(Collected data)
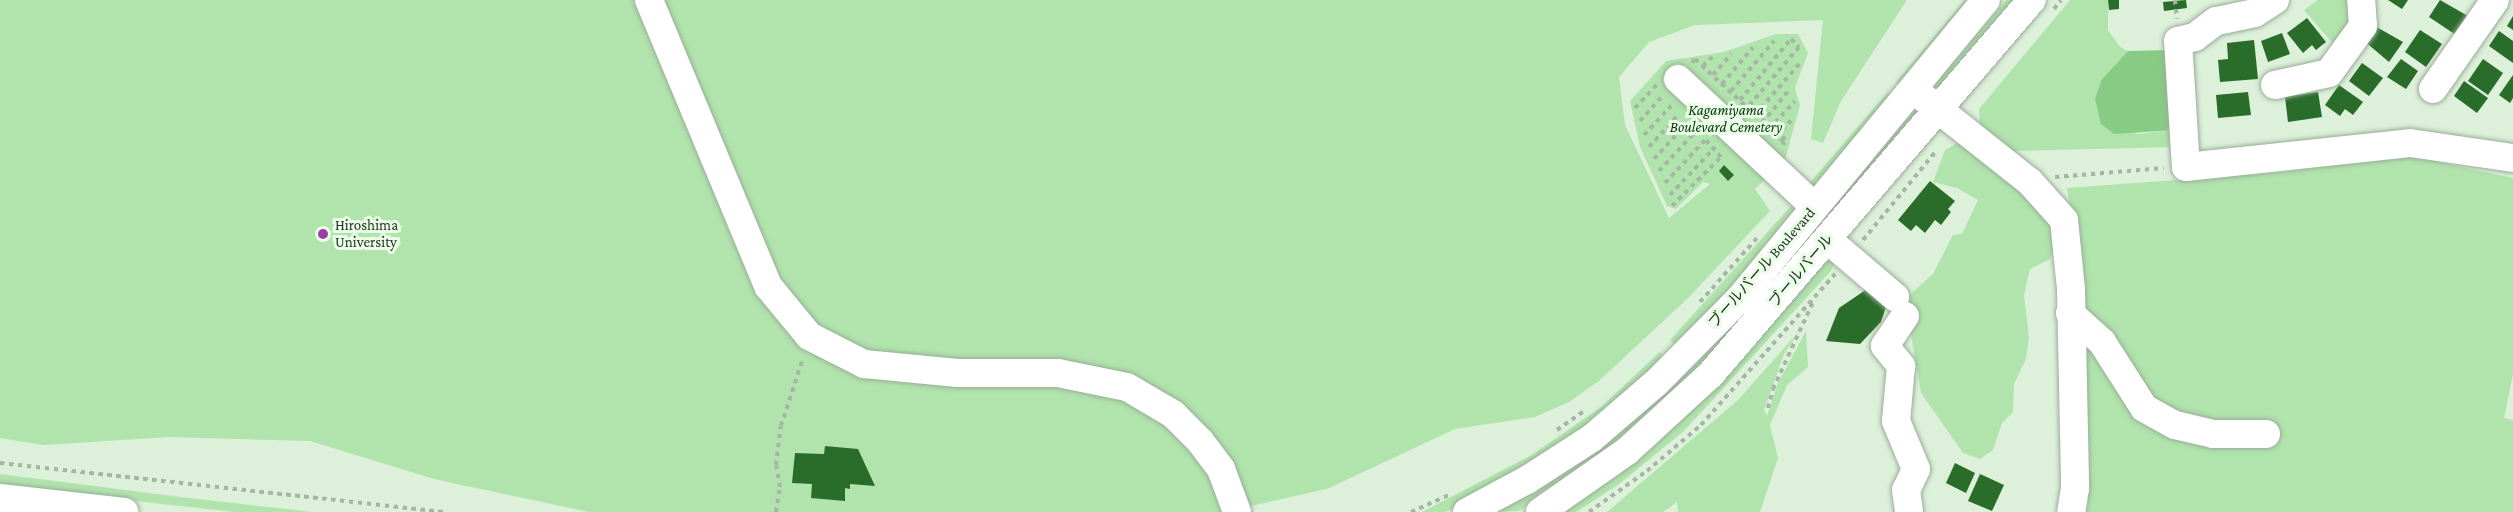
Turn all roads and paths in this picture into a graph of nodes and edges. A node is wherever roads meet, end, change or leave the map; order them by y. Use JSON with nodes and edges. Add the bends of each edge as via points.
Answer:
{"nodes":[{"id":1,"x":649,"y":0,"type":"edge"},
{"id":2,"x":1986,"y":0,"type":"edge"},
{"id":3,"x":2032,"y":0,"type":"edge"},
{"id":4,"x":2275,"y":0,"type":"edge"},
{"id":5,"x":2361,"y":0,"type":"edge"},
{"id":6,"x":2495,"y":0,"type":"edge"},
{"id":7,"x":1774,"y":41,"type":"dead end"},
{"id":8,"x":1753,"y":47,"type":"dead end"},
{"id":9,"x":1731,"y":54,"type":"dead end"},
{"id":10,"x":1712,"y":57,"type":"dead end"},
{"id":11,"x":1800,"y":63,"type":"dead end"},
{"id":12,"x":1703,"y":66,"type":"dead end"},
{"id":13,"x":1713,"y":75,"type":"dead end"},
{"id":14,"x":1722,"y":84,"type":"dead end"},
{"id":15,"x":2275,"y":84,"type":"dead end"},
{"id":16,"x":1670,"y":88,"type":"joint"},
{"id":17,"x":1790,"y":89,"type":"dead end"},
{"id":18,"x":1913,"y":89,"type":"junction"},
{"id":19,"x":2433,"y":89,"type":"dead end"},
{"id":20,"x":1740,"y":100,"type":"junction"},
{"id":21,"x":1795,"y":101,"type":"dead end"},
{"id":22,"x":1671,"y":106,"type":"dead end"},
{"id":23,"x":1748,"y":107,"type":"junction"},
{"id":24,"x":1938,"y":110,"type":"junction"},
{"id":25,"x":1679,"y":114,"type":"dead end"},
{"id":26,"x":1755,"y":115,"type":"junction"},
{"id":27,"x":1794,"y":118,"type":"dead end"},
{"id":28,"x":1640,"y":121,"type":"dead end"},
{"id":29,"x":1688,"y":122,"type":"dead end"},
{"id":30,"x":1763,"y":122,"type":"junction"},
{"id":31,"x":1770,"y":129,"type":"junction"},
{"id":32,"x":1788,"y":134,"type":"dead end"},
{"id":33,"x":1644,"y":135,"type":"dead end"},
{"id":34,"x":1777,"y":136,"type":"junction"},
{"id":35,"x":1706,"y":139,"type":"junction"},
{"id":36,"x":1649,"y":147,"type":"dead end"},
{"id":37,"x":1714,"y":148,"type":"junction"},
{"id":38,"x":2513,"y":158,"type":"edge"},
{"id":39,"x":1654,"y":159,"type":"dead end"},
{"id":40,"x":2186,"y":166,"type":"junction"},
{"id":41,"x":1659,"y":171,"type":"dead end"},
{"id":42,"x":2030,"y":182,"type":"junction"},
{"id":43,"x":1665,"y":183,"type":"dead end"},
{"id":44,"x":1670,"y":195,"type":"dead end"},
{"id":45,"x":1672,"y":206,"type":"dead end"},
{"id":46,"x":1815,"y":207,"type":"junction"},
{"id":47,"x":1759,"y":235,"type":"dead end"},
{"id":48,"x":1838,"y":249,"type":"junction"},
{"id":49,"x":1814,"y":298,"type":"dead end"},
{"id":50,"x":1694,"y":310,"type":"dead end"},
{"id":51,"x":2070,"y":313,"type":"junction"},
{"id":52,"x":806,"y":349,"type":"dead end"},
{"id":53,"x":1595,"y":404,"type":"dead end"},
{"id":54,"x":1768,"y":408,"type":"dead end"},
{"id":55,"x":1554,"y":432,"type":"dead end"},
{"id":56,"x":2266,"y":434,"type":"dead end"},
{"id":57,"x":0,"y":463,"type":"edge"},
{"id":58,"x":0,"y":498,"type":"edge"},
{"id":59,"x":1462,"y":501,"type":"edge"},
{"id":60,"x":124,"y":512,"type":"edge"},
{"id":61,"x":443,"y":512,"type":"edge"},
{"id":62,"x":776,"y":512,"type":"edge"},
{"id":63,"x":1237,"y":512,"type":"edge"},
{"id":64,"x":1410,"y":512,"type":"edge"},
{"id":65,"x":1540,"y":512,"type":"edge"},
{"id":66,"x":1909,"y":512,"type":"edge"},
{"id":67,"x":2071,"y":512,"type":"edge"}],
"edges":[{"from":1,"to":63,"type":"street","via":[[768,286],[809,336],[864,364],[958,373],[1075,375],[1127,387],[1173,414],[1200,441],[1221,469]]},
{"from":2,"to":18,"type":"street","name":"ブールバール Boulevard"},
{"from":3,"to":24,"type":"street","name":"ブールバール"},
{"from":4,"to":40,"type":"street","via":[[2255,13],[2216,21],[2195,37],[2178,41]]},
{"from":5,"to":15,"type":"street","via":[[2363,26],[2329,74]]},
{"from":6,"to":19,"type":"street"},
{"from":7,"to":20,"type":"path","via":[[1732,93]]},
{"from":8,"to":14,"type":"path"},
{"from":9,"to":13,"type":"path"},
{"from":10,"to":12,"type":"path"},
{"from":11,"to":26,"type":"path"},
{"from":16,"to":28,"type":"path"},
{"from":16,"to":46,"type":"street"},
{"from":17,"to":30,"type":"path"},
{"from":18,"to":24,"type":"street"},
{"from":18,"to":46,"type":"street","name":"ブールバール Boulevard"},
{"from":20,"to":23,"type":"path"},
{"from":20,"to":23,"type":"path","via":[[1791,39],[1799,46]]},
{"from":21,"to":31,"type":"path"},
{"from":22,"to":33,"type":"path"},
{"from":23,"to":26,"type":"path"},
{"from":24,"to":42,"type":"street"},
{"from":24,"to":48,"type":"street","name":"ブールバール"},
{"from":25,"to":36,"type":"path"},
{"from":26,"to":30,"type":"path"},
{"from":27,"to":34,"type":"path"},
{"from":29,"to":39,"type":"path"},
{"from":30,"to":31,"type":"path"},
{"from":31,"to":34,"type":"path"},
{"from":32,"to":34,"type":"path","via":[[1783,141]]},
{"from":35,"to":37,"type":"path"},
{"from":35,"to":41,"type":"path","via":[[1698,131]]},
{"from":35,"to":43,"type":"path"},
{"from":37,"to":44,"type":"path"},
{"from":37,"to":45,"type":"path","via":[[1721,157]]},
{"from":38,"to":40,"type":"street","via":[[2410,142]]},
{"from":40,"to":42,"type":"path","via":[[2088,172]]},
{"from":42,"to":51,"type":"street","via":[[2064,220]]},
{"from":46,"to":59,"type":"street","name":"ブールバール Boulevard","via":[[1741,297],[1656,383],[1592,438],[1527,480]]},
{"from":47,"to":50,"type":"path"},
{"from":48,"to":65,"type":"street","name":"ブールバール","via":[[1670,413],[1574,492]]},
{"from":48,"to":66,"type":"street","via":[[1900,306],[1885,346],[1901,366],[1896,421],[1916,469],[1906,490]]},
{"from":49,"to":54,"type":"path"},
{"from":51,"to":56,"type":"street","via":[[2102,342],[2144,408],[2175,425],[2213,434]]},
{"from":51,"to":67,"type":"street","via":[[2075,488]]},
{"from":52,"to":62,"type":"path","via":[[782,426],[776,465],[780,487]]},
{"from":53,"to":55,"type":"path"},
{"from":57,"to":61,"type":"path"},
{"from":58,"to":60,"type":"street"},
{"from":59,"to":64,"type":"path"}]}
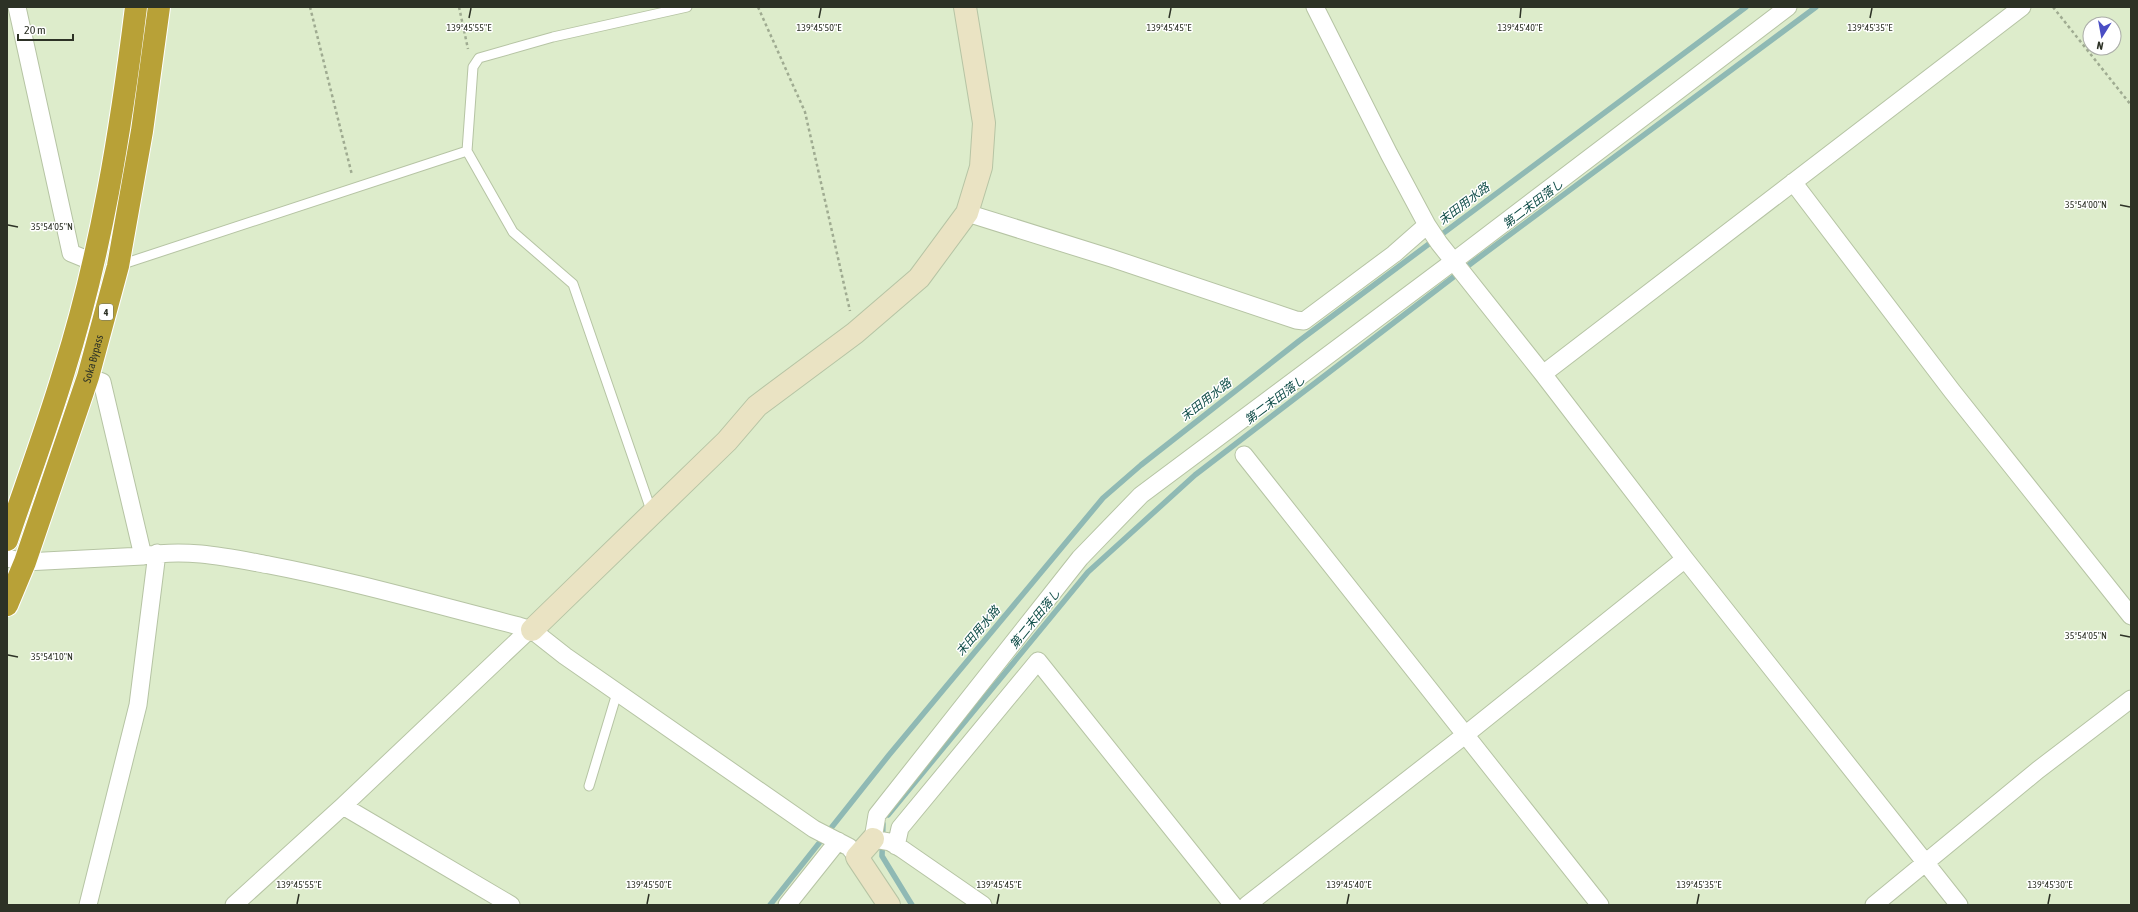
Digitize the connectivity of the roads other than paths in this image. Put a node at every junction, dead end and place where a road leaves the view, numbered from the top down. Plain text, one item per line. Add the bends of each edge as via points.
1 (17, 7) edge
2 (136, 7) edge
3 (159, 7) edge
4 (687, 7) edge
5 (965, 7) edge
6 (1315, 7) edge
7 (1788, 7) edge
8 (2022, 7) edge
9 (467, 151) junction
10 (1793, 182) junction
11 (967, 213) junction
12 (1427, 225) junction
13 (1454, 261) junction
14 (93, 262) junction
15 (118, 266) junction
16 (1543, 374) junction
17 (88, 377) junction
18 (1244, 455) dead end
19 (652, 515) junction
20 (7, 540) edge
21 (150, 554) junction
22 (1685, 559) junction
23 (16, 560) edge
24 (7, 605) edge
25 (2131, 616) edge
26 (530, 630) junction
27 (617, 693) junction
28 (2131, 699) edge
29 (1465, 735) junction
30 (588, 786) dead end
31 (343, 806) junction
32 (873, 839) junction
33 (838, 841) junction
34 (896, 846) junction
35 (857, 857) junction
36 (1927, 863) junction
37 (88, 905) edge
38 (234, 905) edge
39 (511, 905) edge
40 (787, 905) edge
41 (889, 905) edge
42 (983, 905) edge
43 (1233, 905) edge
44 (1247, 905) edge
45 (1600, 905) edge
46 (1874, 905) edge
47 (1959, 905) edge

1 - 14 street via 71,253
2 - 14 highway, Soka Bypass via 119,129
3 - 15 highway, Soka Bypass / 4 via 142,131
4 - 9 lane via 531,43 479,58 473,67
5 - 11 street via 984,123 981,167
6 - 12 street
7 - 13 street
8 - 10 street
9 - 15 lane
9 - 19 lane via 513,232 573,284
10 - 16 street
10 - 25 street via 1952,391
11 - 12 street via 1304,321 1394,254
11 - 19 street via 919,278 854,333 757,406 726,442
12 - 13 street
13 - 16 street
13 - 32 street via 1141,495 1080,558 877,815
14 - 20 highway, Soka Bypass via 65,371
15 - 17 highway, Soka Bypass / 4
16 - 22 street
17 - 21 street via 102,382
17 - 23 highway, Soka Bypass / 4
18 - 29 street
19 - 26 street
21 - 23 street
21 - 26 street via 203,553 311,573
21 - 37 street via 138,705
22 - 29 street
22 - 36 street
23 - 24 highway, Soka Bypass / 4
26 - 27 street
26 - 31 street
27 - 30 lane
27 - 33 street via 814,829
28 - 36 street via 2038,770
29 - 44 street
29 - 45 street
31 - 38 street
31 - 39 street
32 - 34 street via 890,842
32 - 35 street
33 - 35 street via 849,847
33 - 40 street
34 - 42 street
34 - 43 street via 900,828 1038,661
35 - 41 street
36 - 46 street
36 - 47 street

### What to do
What lines above mention "Soka"? Copy each one.

### Task response
2 - 14 highway, Soka Bypass via 119,129
3 - 15 highway, Soka Bypass / 4 via 142,131
14 - 20 highway, Soka Bypass via 65,371
15 - 17 highway, Soka Bypass / 4
17 - 23 highway, Soka Bypass / 4
23 - 24 highway, Soka Bypass / 4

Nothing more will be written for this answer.